Jakarta, Aktual.com — Wacana penurunan suku bunga kredit di perbankan pasca diturunkannya suku bunga acuan Bank Indonesia (BI Rate) dan Giro Wajib Minimum (GWM) sempat mengguncang pasar modal.

Hal ini terlihat dari aksi jual investor asing yang mencapai US$5 miliar atau sekitar Rp67,5 triliun (dengan kurs Rp13.500). Tak pelak dengan adanya capital outflow itu membuat saham-saham sektor perbankan memerah, meski saat ini sudah mulai naik.

“Dalam tempo berapa hari saja dana investor asing yang dibawa kabur angkanya mencapai Rp5 miliar dolar AS,” tutur Ketua Asosiasi Manajer Investasi Indonesia, Edward P Lubis di Gedung Bursa Efek Indonesia, Jakarta, Rabu (24/2).

Dirinya pun sempat heran dengan kondisi itu. Bahkan jangan-jangan dengan kaburnya investor asing itu gara-gara salah quote di salah satu media nasional. “Tidak tahu juga apakah akibat salah quote atau bagaimana. Tapi yang jelas dampaknya itu signifikan,” kata dia.
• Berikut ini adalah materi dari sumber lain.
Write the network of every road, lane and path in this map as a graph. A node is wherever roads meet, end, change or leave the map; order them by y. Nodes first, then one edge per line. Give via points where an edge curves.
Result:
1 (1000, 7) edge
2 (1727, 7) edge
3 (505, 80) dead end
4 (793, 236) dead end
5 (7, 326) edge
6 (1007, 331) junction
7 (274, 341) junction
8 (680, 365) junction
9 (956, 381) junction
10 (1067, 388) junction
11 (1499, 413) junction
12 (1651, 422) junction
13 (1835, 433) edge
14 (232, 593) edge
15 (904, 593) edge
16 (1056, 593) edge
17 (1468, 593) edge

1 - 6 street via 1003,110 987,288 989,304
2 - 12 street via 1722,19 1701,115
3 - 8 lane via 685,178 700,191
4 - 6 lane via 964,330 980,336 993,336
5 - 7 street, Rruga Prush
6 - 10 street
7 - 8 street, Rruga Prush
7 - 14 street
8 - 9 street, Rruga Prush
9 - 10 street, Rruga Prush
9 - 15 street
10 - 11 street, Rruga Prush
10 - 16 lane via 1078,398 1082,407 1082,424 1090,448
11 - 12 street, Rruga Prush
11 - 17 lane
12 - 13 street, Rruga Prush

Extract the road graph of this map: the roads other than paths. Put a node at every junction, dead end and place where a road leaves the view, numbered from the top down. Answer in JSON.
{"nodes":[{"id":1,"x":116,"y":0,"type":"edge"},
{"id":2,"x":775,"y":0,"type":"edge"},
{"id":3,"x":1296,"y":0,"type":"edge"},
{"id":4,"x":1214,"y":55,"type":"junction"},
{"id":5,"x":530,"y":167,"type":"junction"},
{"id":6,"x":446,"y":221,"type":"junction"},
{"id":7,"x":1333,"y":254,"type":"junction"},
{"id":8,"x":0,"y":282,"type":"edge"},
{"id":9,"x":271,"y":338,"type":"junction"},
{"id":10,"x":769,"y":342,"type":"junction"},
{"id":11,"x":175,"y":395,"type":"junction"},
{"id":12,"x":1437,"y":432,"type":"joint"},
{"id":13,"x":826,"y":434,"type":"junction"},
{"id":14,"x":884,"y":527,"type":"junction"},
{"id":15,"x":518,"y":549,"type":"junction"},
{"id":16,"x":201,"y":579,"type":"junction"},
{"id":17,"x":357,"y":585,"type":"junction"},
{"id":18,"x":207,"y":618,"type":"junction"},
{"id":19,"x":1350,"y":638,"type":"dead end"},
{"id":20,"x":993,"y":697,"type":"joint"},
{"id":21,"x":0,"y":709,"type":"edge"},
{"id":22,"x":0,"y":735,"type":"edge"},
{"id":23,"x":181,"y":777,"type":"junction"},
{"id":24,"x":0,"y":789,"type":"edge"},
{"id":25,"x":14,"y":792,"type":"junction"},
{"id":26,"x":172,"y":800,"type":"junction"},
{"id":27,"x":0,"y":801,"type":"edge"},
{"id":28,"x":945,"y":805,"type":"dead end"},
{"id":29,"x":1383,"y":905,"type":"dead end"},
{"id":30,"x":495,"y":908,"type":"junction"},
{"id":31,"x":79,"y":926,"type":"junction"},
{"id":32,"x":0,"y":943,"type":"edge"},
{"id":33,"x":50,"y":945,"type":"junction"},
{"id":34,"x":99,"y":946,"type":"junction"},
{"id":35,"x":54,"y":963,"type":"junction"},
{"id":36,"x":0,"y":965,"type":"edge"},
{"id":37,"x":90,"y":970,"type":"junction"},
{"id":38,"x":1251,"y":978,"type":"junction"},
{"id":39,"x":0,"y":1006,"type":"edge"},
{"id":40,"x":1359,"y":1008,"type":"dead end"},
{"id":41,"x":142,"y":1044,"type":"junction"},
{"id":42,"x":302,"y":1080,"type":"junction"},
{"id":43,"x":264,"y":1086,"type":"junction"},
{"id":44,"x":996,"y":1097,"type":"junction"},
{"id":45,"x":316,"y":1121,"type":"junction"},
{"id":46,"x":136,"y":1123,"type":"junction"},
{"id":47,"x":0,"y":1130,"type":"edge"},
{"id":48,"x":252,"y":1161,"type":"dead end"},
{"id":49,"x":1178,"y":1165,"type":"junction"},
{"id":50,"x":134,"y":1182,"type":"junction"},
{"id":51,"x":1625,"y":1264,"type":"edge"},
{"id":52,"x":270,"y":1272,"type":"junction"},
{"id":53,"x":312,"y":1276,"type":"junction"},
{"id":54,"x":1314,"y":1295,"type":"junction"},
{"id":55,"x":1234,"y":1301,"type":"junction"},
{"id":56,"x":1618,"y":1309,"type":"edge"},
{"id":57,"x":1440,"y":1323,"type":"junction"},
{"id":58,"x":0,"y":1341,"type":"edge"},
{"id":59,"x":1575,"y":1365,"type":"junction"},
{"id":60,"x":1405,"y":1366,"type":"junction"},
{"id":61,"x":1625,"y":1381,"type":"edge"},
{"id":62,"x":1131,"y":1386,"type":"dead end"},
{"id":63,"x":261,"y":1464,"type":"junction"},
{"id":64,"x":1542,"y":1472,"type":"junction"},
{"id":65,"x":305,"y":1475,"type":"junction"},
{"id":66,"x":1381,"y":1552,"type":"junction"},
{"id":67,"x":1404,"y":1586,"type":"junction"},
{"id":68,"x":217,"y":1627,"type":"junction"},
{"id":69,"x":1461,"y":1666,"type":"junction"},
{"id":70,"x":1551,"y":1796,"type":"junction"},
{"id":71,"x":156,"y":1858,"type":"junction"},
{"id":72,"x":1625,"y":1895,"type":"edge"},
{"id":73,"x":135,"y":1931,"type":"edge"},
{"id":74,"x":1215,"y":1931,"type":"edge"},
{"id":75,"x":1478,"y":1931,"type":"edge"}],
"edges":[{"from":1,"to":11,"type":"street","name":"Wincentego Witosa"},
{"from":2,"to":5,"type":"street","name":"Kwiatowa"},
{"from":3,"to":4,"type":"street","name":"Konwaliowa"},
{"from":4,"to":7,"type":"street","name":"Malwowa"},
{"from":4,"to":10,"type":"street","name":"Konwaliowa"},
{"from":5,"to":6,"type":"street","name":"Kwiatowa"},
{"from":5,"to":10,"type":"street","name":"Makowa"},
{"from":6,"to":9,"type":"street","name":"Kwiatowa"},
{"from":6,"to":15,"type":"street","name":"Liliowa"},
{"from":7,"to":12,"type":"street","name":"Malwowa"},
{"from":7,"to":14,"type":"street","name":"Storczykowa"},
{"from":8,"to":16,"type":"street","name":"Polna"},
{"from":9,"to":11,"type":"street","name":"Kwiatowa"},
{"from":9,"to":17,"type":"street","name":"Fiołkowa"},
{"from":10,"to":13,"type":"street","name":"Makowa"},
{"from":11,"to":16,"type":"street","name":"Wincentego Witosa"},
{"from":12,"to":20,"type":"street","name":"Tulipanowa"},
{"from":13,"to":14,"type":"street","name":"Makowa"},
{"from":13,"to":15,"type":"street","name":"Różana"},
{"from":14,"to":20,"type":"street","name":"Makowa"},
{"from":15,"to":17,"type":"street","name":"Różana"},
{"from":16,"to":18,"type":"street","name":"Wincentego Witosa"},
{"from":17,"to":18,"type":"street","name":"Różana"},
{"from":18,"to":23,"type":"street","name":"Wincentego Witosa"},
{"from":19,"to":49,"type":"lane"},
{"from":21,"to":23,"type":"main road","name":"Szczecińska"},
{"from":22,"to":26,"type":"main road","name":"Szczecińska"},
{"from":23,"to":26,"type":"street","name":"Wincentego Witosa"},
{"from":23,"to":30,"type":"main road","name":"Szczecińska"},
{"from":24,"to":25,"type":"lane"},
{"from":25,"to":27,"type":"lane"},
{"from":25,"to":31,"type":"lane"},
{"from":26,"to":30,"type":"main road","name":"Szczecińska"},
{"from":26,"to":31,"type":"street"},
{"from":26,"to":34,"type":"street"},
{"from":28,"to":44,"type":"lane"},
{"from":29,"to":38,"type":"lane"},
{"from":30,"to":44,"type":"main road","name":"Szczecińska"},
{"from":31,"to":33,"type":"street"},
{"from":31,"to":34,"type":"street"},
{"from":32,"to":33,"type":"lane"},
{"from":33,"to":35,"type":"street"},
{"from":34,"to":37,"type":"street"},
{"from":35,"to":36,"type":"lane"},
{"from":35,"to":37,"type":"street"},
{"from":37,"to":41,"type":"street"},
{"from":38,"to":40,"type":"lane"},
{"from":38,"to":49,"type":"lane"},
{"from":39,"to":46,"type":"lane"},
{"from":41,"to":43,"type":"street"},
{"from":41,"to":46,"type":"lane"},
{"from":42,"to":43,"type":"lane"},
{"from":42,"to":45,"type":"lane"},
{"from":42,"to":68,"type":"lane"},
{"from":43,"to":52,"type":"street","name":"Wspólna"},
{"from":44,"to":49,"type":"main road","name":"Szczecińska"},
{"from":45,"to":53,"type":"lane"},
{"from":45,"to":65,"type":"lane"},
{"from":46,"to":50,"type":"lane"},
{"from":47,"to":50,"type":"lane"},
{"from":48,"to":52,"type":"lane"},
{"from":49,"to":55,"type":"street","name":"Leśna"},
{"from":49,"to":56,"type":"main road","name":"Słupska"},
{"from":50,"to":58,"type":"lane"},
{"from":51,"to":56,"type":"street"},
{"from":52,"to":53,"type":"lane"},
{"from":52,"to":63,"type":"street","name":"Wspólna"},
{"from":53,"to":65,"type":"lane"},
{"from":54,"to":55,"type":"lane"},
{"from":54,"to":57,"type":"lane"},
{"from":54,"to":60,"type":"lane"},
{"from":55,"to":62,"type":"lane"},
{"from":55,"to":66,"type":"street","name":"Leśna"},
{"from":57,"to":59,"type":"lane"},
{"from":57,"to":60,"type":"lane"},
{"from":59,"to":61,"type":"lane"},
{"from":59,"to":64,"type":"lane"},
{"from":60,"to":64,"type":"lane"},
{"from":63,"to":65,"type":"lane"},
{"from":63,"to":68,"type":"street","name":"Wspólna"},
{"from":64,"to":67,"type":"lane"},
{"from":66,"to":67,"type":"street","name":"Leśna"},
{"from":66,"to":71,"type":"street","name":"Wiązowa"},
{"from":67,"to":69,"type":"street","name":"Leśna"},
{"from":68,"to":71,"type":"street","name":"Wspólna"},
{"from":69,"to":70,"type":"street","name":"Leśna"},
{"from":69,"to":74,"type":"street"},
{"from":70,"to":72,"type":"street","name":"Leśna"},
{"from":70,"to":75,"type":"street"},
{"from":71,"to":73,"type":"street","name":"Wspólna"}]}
Untuk itu, dari fenomena tersebut, ia berharap pemerintah untuk berhati-hati melontarkan wacana tersebut. Pasalnya, selama ini saham-saham perbankan menjadi lokomotif pasar modal Indonesia.

“Saham perbankan itu bagus, cuma kemarin ada isu intervensi pemerintah langsung, sehingga sempat goncang,” jelasnya.

Sebelumnya, pemerintah memang gencar meminta dunia perbankan agar mau menurunkan suku bunga kreditnya menjadi single digit atau di bawah 10 persen. Jika hal ini terjadi, kemungkinan akan menggerus pendapatan perbankan yang selama ini menikmati era bunga tinggi.

Menurut Edward, porsi saham perbankan dalam kapitalisasi pasar-pasar modal memang mencapai 25 persen, disamping empat bank BUMN juga bank-bank besar swasta sudah Terbuka (Tbk).

“Sehingga bagi manajer investasi seperti kami sudah pasti menempatkan dana kelolaanya di saham perbankan,” jelas dia.

Ia menambahkan para manajer investasi (MI) akan terus mencermati langkah pemerintah terkait penurunan suku bunga kredit perbankan. Ia berharap persoalan tersebut lebih diserahkan kepada mekanisme pasar.

“Sehingga investor kembali percaya bahwa pasar kita (Indonesia) masih dipercaya pelaku pasar,” lanjut dia.

Meski begitu, pihaknya percaya para manajer investasi Indonesia tidak langsung mengalihkan dana kelolaannya dari saham saham perbankan, tidak langsung bersikap reaktif.

“Kalau langsung reaktif, jangan-jangan pilihan para MI malah salah. Itu jadi merugikan nasabah,” pungkasnya.